Saturday, October 18, 2025

Headers

 


laying first pick of the header - note it is about 2.5 inches above the rod with warp tied to it


three picks of the 'waste' yarn without beating in


all three picks are squeezed together, then a fourth laid in which establishes the fell line


about 12-18 picks are woven, during which time I am looking for 'errors' - weaving, sleying, etc.  This weave has some 'floats' at the selvedge, which I am ignoring

There are a number of issues that come up, over and over again and generally the same bits of 'advice' are given, some of which are problematic.

For example, when starting to weave, the advice is to jam the weft down to the bar as far as you can 'force' it.

When it comes to weaving, forcing is generally not a great idea. For this warp, which is 2/16 at 27 ppi, the warp is fairly thin and trying to 'force' it is inviting broken ends into one's life.  Typically I will include around an inch worth of warp into each knot.  This is a 9 dent reed and I took 10 groups of thread and split them in half to make the knot.  You don't have to use an even number but generally the warp will behave better if the forces acting on them are more equal.  Take note of the angle of the warp ends at the edges of the groups - the degree of angle they have to bend compared to the centre.  Some people say to fix this by tying smaller groups, but I find it is actually harder to get consistent/even tension the smaller the groups are.  About an inch seems to be reasonable to work with if I'm not trying to 'force' the yarn right down, packed into the knots at the bar.

It also makes it difficult if you discover a threading/sleying error as there is no room to work to re-tie the loosened groups while the mistake is fixed.

If you want to reduce loom waste, using a lashing cord will help, but I still always leave about 2-3" before I weave the start of the header.  Besides, this is 2/16 cotton and fairly inexpensive.  Do I want to spend 'extra' time tying much smaller knots, fighting with establishing a consistent tension?  Or throw a few ounces (or less) into the recycle bin?  

What I didn't show was the fact that I do not begin tying in the centre and working to the edges, but that I begin at the right hand selvedge, tie as consistently as I can to the left hand, then return to the centre and gently tie the first half again from the centre to the right hand side.  And then I do nothing further.  I've been doing this for a very long time and my hands are sure of what needs to be done.  My warps are never fussed over, tieing here, there and elsewhere.  Just A to B, back to C(entre) back to A and it's good to go.  I will tighten the tension on the warp once I'm done and weaving is ready to commence.
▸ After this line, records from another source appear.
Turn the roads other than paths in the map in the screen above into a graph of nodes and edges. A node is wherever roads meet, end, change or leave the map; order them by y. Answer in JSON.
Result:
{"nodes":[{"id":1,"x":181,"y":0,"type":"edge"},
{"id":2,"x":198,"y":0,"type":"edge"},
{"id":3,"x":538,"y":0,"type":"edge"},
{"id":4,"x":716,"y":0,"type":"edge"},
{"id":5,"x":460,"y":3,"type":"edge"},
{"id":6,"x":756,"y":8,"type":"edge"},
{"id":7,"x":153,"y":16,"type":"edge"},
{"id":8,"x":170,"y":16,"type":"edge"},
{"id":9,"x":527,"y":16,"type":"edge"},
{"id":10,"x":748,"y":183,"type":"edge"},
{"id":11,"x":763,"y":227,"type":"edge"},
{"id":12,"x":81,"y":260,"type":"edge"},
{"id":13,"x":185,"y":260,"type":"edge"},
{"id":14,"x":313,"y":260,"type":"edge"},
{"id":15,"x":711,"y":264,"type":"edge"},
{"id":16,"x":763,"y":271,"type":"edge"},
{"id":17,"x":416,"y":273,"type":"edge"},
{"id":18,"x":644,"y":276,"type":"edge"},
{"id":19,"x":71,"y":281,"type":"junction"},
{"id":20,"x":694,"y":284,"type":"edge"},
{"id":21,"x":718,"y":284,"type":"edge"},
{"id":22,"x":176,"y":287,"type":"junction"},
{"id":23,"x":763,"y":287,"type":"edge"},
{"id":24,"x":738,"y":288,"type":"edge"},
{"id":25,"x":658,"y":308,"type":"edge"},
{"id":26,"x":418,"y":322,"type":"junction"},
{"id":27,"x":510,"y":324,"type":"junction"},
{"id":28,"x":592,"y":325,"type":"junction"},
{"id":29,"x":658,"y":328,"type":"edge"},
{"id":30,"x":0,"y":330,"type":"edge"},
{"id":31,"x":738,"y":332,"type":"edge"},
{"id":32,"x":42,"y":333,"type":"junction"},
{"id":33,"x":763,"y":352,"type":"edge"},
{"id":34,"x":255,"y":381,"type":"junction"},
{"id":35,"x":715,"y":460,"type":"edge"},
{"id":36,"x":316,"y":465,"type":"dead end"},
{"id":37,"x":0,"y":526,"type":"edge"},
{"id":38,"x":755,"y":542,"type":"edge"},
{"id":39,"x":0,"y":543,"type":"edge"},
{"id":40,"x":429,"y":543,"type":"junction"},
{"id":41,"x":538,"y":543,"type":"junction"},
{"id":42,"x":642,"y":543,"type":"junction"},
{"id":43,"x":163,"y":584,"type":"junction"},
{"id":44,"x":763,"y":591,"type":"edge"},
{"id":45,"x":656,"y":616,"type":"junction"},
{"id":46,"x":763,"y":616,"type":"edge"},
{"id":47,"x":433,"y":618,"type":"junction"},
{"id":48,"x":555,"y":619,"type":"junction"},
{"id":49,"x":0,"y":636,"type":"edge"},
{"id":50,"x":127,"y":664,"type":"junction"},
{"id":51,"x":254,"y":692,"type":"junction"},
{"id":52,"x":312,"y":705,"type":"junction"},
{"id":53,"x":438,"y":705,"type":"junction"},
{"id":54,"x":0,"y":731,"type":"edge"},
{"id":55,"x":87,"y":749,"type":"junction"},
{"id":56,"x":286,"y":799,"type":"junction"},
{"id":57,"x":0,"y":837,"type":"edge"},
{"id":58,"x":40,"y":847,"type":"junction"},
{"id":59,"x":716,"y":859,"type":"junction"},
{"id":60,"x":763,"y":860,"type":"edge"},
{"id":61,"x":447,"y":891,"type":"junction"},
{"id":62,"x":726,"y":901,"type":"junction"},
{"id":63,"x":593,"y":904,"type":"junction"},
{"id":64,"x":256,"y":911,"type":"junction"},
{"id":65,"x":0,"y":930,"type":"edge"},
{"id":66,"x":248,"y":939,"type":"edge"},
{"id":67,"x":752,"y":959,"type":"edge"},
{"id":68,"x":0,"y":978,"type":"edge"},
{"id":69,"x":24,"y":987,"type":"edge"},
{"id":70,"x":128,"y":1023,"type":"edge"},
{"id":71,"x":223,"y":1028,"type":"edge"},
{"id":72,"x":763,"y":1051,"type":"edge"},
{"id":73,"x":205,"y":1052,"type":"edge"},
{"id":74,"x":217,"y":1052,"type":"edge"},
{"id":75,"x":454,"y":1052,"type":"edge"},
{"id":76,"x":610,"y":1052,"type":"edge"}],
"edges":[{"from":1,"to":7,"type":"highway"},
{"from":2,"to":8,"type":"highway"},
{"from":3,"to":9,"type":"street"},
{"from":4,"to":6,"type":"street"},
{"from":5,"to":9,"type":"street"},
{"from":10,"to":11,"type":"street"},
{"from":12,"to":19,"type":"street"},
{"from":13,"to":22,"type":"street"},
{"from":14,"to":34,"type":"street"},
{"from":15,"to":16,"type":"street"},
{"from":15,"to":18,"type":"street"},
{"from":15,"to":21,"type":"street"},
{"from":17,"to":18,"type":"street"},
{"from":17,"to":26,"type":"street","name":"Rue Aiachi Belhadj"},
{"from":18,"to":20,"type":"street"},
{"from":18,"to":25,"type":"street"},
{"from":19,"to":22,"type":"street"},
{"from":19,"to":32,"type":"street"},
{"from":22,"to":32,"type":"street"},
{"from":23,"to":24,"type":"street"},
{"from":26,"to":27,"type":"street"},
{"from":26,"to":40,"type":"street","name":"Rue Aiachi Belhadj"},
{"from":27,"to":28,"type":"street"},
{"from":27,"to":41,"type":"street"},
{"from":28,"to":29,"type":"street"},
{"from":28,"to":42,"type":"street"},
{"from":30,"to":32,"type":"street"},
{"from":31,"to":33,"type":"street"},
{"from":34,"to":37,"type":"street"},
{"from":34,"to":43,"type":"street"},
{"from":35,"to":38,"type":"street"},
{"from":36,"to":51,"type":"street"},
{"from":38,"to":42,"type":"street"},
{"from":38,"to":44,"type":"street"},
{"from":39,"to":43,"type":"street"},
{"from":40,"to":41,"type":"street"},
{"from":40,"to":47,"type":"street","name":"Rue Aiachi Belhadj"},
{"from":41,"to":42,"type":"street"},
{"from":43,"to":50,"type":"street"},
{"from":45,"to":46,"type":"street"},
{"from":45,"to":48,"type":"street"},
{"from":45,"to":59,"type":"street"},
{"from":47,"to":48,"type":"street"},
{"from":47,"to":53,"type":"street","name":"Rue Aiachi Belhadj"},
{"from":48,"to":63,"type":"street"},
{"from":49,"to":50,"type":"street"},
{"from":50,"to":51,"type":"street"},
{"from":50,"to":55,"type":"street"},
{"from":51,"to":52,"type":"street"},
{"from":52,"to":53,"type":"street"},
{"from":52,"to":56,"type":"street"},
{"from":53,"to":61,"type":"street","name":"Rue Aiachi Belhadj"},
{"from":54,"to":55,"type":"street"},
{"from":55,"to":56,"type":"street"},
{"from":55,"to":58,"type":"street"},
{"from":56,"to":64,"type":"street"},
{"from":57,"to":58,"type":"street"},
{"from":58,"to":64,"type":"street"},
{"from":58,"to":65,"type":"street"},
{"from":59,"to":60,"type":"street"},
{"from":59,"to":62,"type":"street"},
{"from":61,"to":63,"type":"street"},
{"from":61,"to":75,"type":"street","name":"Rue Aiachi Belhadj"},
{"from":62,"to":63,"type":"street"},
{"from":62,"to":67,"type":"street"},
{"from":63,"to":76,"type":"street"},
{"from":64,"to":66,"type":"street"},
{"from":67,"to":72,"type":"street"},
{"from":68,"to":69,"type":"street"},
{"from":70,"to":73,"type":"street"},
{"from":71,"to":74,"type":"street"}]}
I showed photos either here or in one of my books.  I've loaned my books out right now, but I'll check which one.  I also talk about these things in my video classes at School of Sweet Georgia and Long Thread Media.  Books are here.

I have been reading  Michelle Boyd's book Twist and learned a whole lot of stuff that isn't obvious unless you understand the forces at work that help create yarn from fibres.  I am also reading (reviewing) her next book A Guide for Users which is going to help (especially non-spinner) folk to understand their yarn and why things are always changing.  For instance, this week we got the room humidifier ready because the relative humidity has been hovering in the low 40%.  When it dips below 40 I will start running the humidifier.  There are some yarns that react badly to low humidity (low depending on which fibre!).  If weavers don't know this, they should be made aware.

Plus it's not just the fibres/yarns, but the equipment we use.  Wood shrinks when it gets 'dry' and swells when it gets 'high'.  Meaning looms may start acting up, sticking or becoming loose and wobbly.

Electric anything can start generating static electricity and you'll get static discharge 'shocks'.  Not pleasant.

If you are using a stick shuttle, they tend to work 'better' if you wind the yarn onto the shuttle in the way I've mentioned a number of times, and show in The Intentional Weaver.  

There are so many layers to learning the craft of weaving.  We, as a society, are used to the immediate satisfaction we get from assembling things that come in 'kits'.  Most of us are not used to something - like learning how to weave - taking not just months, not just years, but if you truly want to 'master' it, it will take decades.  

I'm currently in my 5th decade and *still* learning.  And, frankly, that is what drew me to the craft in the first place.  I knew I could study it for the rest of my life and keep learning.  And I was right.

The life so short, the craft so long to learn...


2 comments:

Sop said...

Do you use a thicker thread in the header?

Laura Fry said...

I tend to use bits of left over bobbins. But I generally try to keep the thickness compatible with the warp. In this case I had some 2/8 cotton and that was close enough to use on the 2/16 cotton. It's a good way to use up leftovers.